Cobalt bomb: The concept of a cobalt bomb was originally described in a radio program by physicist Leó Szilárd on February 26, 1950. His intent was not to propose that such a weapon be built, but to show that nuclear weapon technology would soon reach the point where it could end human life on Earth, a doomsday device.
The Operation Antler/Round 1 test by the British at the Tadje site in the Maralinga range in Australia on September 14, 1957, tested a bomb using cobalt pellets as a radiochemical tracer for estimating yield. This was considered a failure and the experiment was not repeated. In Russia, the triple "taiga" nuclear salvo test, as part of the preliminary March 1971 Pechora–Kama Canal project, produced relatively high amounts of cobalt-60 (60Co or Co-60) from the steel that surrounded the Taiga devices, with this fusion-generated neutron activation product being responsible for about half of the gamma dose in 2011 at the test site. The high percentage contribution is largely because the devices primarily used fusion rather than fission reactions, so the quantity of gamma-emitting caesium-137 fallout was comparatively low. Photosynthesizing vegetation exists all around the lake that was formed.

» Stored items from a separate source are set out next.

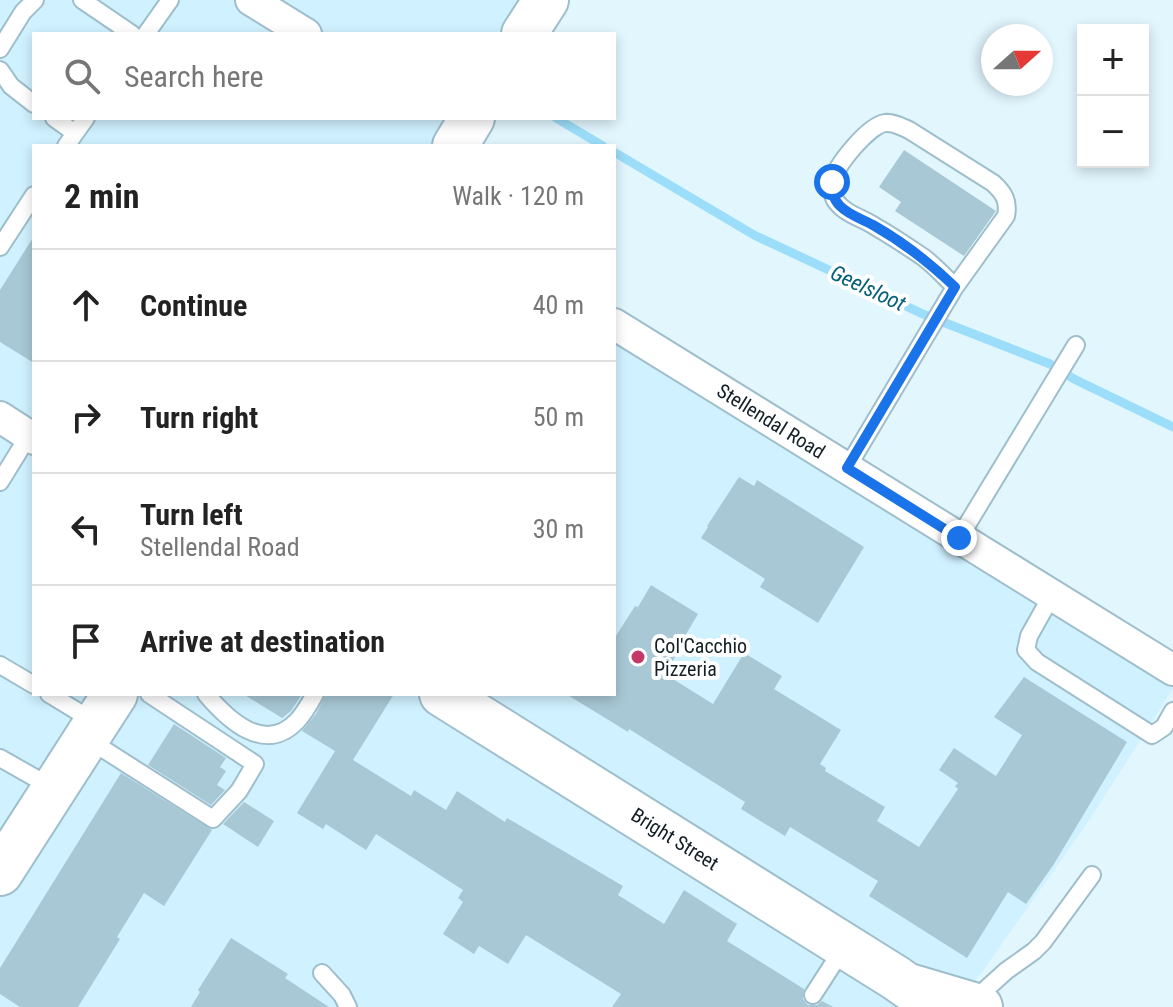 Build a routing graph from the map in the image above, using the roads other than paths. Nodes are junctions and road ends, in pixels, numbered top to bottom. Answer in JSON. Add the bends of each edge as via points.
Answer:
{"nodes":[{"id":1,"x":35,"y":0,"type":"edge"},
{"id":2,"x":82,"y":0,"type":"edge"},
{"id":3,"x":170,"y":0,"type":"edge"},
{"id":4,"x":251,"y":0,"type":"edge"},
{"id":5,"x":546,"y":0,"type":"edge"},
{"id":6,"x":129,"y":32,"type":"edge"},
{"id":7,"x":147,"y":32,"type":"edge"},
{"id":8,"x":303,"y":32,"type":"edge"},
{"id":9,"x":525,"y":32,"type":"edge"},
{"id":10,"x":0,"y":49,"type":"edge"},
{"id":11,"x":0,"y":70,"type":"edge"},
{"id":12,"x":32,"y":102,"type":"edge"},
{"id":13,"x":56,"y":120,"type":"edge"},
{"id":14,"x":85,"y":120,"type":"edge"},
{"id":15,"x":71,"y":139,"type":"edge"},
{"id":16,"x":32,"y":198,"type":"edge"},
{"id":17,"x":0,"y":247,"type":"edge"},
{"id":18,"x":955,"y":287,"type":"junction"},
{"id":19,"x":616,"y":325,"type":"edge"},
{"id":20,"x":1076,"y":345,"type":"dead end"},
{"id":21,"x":0,"y":417,"type":"edge"},
{"id":22,"x":32,"y":437,"type":"edge"},
{"id":23,"x":847,"y":468,"type":"junction"},
{"id":24,"x":0,"y":482,"type":"edge"},
{"id":25,"x":959,"y":538,"type":"junction"},
{"id":26,"x":1052,"y":595,"type":"junction"},
{"id":27,"x":0,"y":665,"type":"edge"},
{"id":28,"x":1173,"y":670,"type":"edge"},
{"id":29,"x":32,"y":684,"type":"edge"},
{"id":30,"x":53,"y":696,"type":"edge"},
{"id":31,"x":152,"y":696,"type":"edge"},
{"id":32,"x":208,"y":696,"type":"edge"},
{"id":33,"x":314,"y":696,"type":"edge"},
{"id":34,"x":445,"y":696,"type":"edge"},
{"id":35,"x":1173,"y":711,"type":"edge"},
{"id":36,"x":100,"y":719,"type":"edge"},
{"id":37,"x":0,"y":758,"type":"edge"},
{"id":38,"x":55,"y":788,"type":"junction"},
{"id":39,"x":0,"y":873,"type":"edge"},
{"id":40,"x":1092,"y":875,"type":"dead end"},
{"id":41,"x":845,"y":946,"type":"junction"},
{"id":42,"x":322,"y":973,"type":"dead end"},
{"id":43,"x":813,"y":995,"type":"dead end"},
{"id":44,"x":949,"y":1001,"type":"edge"},
{"id":45,"x":348,"y":1007,"type":"edge"}],
"edges":[{"from":1,"to":10,"type":"lane"},
{"from":2,"to":6,"type":"lane"},
{"from":3,"to":7,"type":"lane"},
{"from":4,"to":8,"type":"street"},
{"from":5,"to":9,"type":"street"},
{"from":11,"to":12,"type":"lane"},
{"from":13,"to":15,"type":"lane"},
{"from":14,"to":15,"type":"lane"},
{"from":16,"to":17,"type":"lane"},
{"from":18,"to":18,"type":"lane","via":[[924,258],[836,202],[832,182],[838,168],[875,127],[897,124],[1002,190],[1006,216]]},
{"from":18,"to":23,"type":"lane"},
{"from":19,"to":23,"type":"street","name":"Stellendal Road"},
{"from":20,"to":25,"type":"lane"},
{"from":21,"to":22,"type":"street"},
{"from":22,"to":24,"type":"lane"},
{"from":23,"to":25,"type":"street","name":"Stellendal Road"},
{"from":25,"to":26,"type":"street","name":"Stellendal Road"},
{"from":26,"to":28,"type":"street","name":"Stellendal Road"},
{"from":26,"to":35,"type":"lane","via":[[1029,636],[1026,650],[1037,662],[1152,735]]},
{"from":27,"to":29,"type":"lane"},
{"from":30,"to":36,"type":"lane"},
{"from":31,"to":36,"type":"lane","via":[[255,764],[213,819]]},
{"from":32,"to":33,"type":"lane","via":[[231,722],[255,734],[276,735],[297,722]]},
{"from":34,"to":41,"type":"street","name":"Bright Street"},
{"from":36,"to":38,"type":"street"},
{"from":37,"to":38,"type":"lane"},
{"from":38,"to":39,"type":"street"},
{"from":40,"to":44,"type":"lane","via":[[1034,951]]},
{"from":41,"to":43,"type":"lane"},
{"from":41,"to":44,"type":"street","name":"Bright Street"},
{"from":42,"to":45,"type":"lane"}]}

In 2015, a page from an apparent Russian nuclear torpedo design was leaked. The design was titled "Oceanic Multipurpose System Status-6", later given the official name Poseidon. The document stated the torpedo would create "wide areas of radioactive contamination, rendering them unusable for military, economic or other activity for a long time." Its payload would be "many tens of megatons in yield". Russian government newspaper Rossiiskaya Gazeta speculated that the warhead would be a cobalt bomb. It is not known whether the Status-6 is a real project, or whether it is Russian disinformation. In 2018 the Pentagon's annual Nuclear Posture Review stated Russia is developing a system called the "Status-6 Oceanic Multipurpose System". If Status-6 does exist, it is not publicly known whether the leaked 2015 design is accurate, nor whether the 2015 claim that the torpedo might be a cobalt bomb is genuine. Amongst other comments on it, Edward Moore Geist wrote a paper in which he says that "Russian decision makers would have little confidence that these areas would be in the intended locations" and Russian military experts are cited as saying that "robotic torpedoes could have other purposes, such as delivering deep-sea equipment or installing surveillance devices."

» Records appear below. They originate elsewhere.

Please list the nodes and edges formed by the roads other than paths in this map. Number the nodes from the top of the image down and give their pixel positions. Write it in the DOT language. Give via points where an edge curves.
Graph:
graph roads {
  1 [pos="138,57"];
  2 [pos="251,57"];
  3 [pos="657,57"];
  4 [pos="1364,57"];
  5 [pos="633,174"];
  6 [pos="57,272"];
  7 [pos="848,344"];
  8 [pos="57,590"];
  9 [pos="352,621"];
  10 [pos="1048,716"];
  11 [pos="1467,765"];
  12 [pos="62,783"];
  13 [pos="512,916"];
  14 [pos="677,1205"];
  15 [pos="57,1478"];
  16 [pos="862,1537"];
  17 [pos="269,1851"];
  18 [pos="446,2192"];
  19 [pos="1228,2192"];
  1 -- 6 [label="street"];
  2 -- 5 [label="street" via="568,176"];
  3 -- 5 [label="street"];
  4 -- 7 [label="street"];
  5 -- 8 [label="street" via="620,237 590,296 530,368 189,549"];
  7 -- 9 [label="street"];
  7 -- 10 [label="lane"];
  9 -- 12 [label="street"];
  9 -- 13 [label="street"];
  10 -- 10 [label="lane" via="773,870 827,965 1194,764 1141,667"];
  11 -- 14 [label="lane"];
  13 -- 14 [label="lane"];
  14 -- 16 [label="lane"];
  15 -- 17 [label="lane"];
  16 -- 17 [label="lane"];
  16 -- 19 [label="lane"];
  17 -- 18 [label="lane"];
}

Dead Hand: Dead Hand (Russian: Система «Периметр», Sistema "Perimetr", lit. "Perimeter" System, with the GRAU Index 15E601, Cyrillic: 15Э601), also known as Perimeter, is a Cold War-era automatic nuclear weapons-control system (similar in concept to the American AN/DRC-8 Emergency Rocket Communications System) that was constructed by the Soviet Union. The system remains in use in the post-Soviet Russian Federation. An example of fail-deadly and mutual assured destruction deterrence, it can automatically initiate the launch of the Russian intercontinental ballistic missiles (ICBMs) by sending a pre-entered highest-authority order from the General Staff of the Armed Forces, Strategic Missile Force Management to command posts and individual silos if a nuclear strike is detected by seismic, light, radioactivity, and pressure sensors even with the commanding elements fully destroyed. By most accounts, it is normally switched off and is supposed to be activated during times of crisis; however, as of 2009, it was said to remain fully functional and able to serve its purpose when needed.